XI Où l’auteur prend momentanément la parole

De ses cheveux le brillant émail noir
Retombait sur son cou ; sous sa longue paupière
Son œil réfléchissait le bel azur des cieux.

Il ne serait pas mal de tracer ici le portrait de Magdeleine ; mais deux choses nous arrêtent.

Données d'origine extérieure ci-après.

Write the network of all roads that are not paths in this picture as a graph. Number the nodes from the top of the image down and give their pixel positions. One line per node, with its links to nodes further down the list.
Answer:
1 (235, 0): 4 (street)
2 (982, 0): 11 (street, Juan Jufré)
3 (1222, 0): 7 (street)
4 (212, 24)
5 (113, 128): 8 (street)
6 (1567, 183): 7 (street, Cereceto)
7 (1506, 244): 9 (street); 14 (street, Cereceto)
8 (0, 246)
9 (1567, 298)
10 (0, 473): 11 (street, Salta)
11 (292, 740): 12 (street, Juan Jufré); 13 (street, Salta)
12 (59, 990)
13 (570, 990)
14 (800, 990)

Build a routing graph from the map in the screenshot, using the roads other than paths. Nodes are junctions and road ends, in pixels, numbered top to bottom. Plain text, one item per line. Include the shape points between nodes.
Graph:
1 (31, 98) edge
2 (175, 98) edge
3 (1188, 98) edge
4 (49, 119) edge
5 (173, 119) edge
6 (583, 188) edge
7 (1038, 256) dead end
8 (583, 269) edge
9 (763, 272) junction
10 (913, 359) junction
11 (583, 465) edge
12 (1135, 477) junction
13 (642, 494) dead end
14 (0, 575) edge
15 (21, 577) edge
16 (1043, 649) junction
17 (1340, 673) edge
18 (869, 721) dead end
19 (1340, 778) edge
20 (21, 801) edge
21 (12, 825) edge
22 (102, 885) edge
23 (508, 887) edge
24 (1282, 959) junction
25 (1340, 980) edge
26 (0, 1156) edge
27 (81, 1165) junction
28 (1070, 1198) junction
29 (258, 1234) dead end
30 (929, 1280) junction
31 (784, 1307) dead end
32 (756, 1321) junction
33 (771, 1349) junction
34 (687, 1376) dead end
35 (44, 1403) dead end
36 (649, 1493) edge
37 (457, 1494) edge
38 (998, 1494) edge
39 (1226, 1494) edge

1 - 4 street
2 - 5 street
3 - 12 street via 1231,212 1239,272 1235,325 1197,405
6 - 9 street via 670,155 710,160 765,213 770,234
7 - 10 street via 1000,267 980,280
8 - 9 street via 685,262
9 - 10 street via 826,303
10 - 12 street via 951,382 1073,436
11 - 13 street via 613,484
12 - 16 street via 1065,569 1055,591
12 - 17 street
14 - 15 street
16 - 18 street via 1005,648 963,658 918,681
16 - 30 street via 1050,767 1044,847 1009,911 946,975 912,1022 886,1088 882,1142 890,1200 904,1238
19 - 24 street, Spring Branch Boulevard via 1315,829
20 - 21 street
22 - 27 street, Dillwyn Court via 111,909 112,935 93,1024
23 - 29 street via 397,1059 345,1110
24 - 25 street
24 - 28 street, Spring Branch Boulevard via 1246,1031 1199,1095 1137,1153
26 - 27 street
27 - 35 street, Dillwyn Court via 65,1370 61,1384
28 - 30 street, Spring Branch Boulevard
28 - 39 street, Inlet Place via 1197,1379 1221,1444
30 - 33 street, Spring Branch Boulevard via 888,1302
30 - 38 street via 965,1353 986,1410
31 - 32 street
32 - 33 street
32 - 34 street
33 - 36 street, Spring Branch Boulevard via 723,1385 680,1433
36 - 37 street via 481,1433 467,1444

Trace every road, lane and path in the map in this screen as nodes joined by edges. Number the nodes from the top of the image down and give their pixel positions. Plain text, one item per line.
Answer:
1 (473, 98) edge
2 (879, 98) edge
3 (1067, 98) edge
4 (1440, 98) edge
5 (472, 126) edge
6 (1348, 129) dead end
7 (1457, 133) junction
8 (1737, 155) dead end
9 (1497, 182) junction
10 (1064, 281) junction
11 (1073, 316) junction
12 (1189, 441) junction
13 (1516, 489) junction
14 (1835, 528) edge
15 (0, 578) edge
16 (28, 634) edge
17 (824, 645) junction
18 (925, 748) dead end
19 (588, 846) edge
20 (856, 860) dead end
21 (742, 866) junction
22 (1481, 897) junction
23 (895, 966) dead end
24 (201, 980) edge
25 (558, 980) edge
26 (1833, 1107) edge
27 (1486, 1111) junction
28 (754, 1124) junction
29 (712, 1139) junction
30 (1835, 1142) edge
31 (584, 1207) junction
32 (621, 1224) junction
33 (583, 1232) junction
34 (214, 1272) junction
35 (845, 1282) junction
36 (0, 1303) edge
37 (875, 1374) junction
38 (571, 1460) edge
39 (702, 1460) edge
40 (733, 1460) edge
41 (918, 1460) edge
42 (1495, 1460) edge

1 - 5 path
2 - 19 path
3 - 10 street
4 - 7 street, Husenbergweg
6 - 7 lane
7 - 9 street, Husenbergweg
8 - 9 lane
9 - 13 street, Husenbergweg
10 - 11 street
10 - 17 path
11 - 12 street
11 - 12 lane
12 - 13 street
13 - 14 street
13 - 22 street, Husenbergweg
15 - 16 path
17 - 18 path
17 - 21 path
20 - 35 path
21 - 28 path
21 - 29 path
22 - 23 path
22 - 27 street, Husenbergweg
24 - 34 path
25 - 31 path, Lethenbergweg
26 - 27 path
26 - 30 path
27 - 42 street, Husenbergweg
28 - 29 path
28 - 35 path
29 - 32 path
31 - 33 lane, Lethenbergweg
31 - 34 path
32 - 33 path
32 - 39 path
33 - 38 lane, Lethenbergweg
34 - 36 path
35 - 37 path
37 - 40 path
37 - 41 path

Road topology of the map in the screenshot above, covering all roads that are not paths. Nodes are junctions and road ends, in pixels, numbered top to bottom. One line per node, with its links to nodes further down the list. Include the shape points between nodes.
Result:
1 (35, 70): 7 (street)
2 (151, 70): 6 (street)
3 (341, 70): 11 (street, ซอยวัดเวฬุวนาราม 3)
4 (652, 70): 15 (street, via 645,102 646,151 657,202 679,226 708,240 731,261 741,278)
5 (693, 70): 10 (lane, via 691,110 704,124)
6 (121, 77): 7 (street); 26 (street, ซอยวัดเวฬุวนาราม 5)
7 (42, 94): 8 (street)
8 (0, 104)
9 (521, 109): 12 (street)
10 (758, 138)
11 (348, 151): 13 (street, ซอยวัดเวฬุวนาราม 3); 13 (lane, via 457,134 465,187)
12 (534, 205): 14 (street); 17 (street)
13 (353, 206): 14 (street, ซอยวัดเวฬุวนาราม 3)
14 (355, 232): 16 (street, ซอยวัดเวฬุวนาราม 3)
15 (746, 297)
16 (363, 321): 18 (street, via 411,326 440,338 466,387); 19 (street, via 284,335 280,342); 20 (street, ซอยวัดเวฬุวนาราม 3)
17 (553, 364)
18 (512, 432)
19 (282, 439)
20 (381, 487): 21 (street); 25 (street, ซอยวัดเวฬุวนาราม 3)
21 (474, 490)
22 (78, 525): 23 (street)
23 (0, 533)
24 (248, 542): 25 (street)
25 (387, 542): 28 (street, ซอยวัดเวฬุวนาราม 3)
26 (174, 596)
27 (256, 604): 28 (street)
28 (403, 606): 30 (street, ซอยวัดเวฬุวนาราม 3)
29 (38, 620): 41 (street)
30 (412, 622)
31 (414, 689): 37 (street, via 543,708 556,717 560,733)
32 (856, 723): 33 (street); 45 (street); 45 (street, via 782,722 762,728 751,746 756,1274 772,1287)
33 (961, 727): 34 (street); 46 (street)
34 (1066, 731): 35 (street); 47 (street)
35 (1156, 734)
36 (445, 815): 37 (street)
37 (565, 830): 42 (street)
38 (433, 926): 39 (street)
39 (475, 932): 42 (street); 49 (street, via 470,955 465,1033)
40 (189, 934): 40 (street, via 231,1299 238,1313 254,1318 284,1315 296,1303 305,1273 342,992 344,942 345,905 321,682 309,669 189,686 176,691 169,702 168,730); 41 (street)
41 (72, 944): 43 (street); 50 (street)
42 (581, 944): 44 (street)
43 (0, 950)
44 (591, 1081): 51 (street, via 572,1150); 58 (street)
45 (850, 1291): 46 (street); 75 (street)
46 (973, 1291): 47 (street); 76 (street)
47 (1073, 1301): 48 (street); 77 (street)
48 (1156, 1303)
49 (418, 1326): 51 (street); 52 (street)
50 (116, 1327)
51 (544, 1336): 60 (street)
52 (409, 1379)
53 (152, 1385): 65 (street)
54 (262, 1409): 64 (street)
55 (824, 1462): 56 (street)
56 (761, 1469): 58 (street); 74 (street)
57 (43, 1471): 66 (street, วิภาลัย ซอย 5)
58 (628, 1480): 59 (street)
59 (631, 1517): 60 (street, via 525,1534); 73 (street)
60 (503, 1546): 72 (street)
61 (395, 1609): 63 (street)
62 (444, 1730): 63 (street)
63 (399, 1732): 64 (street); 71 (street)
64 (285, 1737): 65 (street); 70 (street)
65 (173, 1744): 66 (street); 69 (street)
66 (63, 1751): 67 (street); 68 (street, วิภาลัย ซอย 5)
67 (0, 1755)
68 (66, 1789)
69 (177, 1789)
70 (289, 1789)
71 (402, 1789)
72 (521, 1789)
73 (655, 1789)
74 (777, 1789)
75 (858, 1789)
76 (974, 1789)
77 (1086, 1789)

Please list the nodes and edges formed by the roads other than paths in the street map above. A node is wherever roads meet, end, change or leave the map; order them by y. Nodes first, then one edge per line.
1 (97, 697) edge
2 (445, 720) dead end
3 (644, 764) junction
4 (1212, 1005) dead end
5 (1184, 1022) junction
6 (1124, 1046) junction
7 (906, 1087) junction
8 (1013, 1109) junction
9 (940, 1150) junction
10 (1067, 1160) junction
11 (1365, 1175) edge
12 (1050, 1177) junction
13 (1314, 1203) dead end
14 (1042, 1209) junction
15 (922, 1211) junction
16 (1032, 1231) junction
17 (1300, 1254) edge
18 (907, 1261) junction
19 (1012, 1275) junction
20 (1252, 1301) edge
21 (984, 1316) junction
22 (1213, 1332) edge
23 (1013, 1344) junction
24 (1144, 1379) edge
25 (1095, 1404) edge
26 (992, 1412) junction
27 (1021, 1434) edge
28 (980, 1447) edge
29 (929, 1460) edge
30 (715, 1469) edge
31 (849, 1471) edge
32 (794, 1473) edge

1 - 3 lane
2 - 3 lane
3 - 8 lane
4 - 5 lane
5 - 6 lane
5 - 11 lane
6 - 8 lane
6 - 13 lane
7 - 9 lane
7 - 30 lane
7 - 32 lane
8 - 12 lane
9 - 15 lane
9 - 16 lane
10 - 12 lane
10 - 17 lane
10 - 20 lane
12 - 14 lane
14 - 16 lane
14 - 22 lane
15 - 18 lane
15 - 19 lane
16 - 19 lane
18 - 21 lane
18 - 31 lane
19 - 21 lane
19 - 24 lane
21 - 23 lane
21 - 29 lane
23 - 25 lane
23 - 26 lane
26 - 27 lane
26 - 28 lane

Nous avons lu beaucoup de livres, et conséquemment beaucoup de portraits de femmes, et nous sommes resté persuadé qu’à moins d’être douanier et d’avoir une longue habitude du signalement, il est impossible d’y rien comprendre, à cause que la beauté n’est pas dans un nez grec ou romain, dans des cheveux noirs, dans des yeux bleus, ni encore dans l’harmonie des traits, à moins qu’il ne vous plaise vous contenter de la beauté des statues, mais dans quelque chose de presque divin, dans un reflet de l’âme qui colore la physionomie : d’où nous tirons la conséquence que la beauté, qui est relative comme tout ce qui existe, ce que nous n’avons pas besoin de démontrer, attendu que tout le monde est d’accord à ce sujet, est pour nous l’accord de l’âme que nous soupçonnons avec notre âme à nous.

Ce que nous ne mettons en avant qu’avec une grande timidité, à cause que beaucoup de gens en sont venus à nier l’existence de l’âme, parce que, n’ayant pas l’habitude de s’en servir, ils la laissent en eux se rouiller, se rétrécir et se dessécher au point de ne plus la sentir ; toutes réserves étant faites par nous d’établir plus tard ce que nous entendons par l’âme si nous en trouvons l’occasion.

Nous avons encore à avertir le lecteur que ce que nous venons de dire est purement et simplement notre opinion personnelle, à laquelle personne n’est obligé de se conformer.

La seconde raison qui nous empêche de faire le portrait de Magdeleine est celle-ci :

Il nous advint un jour de prier un de nos amis de peindre sous notre dictée un portrait de femme, et, prenant un livre dont nous ne nous soucions pas de nommer l’auteur, nous lûmes :

« Elle avait un front d’ivoire, des yeux de saphir, des sourcils et des cheveux d’ébène, une bouche de corail, des dents de perles, un cou de cygne. »

Quand mon ami eut fait de tout ceci un portrait bien littéral, il se trouva que l’image était une assez plaisante caricature, un monceau de pierres fines, de bois des îles, avec un long cou blanc, tortueux et emplumé sur le tout, ce qui peut donner des désirs à un voleur, mais nullement à un amoureux.

Et, outre ces deux raisons, il y en a une troisième qui n’est que le corollaire ou le résumé des deux autres : c’est que rien ne ressemble moins à un homme ou à une femme que son portrait.

C’est pourquoi nous engageons le lecteur à se contenter de l’épigraphe tirée d’une ballade allemande qui commence ce chapitre.